Mayra finished wrapping the last tamal. "Like a little gift." She was tired. In her mind she heard Rolo say, "Un success, un verdadero success." He had been very lovable. Every woman who met him fell a little bit in love with him. She'd gotten very tired of that. She'd been always competing. She played on his guilt and he said he was honest. She didn't believe him All those women after him were occasions of sin. El Padre had said so. She thought about everything except the one true thing: what the tamales were for. She made her hands into fists so tight she felt her acrylic fingernails digging into her palms.
"No, no, no. I'm not going to think about it."
Rudy came in and she handed him the cooler full of tamales she'd just boiled. He picked up the cooler and set it into the back seat of the van, the very same that Rolo did his shipping in. They drove in silence along the carretera naval as far as the lookout. Who'd even known that Rolo took pills, but with all his many falls from rooftops, all his pain, it hadn't been a big surprise. The lookout was already jammed with cars. Mayra guessed they were all here for Rolo's funeral. She saw Catalina and Maximo with the two little boys. What were their names? One of them had a name you couldn't imagine a little boy having...Yes. Eugenio. The round one was Eugenio, and the wiry dark one was Robertico. The four of them were already halfway down the narrow path that wove through the beehive of blue tarp lean-tos of the Palenque encampment by the beach.
She felt her stomach sink inside her. She could see the blue, blue ocean beyond the tarps and the high chain link fence of the Base Naval.
Rolo wanted to have his ashes scattered on the beach off Palenque, Catalina had said. Mayra couldn't imagine Rolo thinking about his own death. He lived as if he was immortal. Maybe Catalina was lying. Catalina was the sister she had rights. Mayra was the lover. She was the unconsummated lover.

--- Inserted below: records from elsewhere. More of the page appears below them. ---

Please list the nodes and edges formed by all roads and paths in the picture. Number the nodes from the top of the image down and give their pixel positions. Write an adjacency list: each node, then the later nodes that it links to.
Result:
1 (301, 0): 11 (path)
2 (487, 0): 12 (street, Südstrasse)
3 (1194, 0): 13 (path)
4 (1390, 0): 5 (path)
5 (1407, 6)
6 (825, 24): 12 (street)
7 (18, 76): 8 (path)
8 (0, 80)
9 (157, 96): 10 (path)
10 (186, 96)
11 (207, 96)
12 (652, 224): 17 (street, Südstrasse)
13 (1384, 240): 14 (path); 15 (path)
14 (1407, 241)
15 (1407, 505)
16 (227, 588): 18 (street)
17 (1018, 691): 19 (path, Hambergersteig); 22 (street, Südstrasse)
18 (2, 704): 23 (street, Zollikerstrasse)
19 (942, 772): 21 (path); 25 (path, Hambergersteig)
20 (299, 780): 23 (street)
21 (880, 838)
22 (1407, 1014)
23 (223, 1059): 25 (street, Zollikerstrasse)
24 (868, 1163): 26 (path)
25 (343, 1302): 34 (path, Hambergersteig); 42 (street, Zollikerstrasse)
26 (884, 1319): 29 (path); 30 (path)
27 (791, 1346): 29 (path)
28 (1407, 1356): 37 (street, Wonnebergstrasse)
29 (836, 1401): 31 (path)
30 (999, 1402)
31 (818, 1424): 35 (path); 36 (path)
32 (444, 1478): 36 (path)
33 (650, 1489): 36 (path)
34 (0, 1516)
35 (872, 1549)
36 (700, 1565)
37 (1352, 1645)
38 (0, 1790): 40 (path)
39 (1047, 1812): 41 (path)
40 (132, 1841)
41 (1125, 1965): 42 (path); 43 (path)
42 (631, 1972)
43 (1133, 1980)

She thought of that and she began to cry. She was nobody to Rolo, nobody anybody knew about. Just his boss at Rudy's Almacen de Quincalleria.
Rudy set the cooler with the tamales on his shoulder and they set down the hill. It didn't matter what Rolo might have said or not said to Catalina about his ashes, Mayra knew he would have wanted them thrown from the very top of el Pico. One time, joking, he had told her he wanted them scattered from e' techo de tu casa.
They reached the gathering by the water just as Maximo and El Padre Elpidio were rowing off into the sea with the cardboard box with Rolo's ashes between them. The singing vibrated Mayra's soul and bones. Tanama sang el Grito, the music she composed to the poem by Flor Beltran. She sang it through once and they all sang it together. Even after the rain began, they sang.
Mayra stared at them from the shore. Catalina stood beside her and Mayra let her put an arm around her shoulders. Rudy took her hand and clasped it hard. A gust picked up a smoke of ashes. She watched the ashes fade into the wind. She spoke under her breath. "In the end Rolo's dead. Who cares where his ashes go."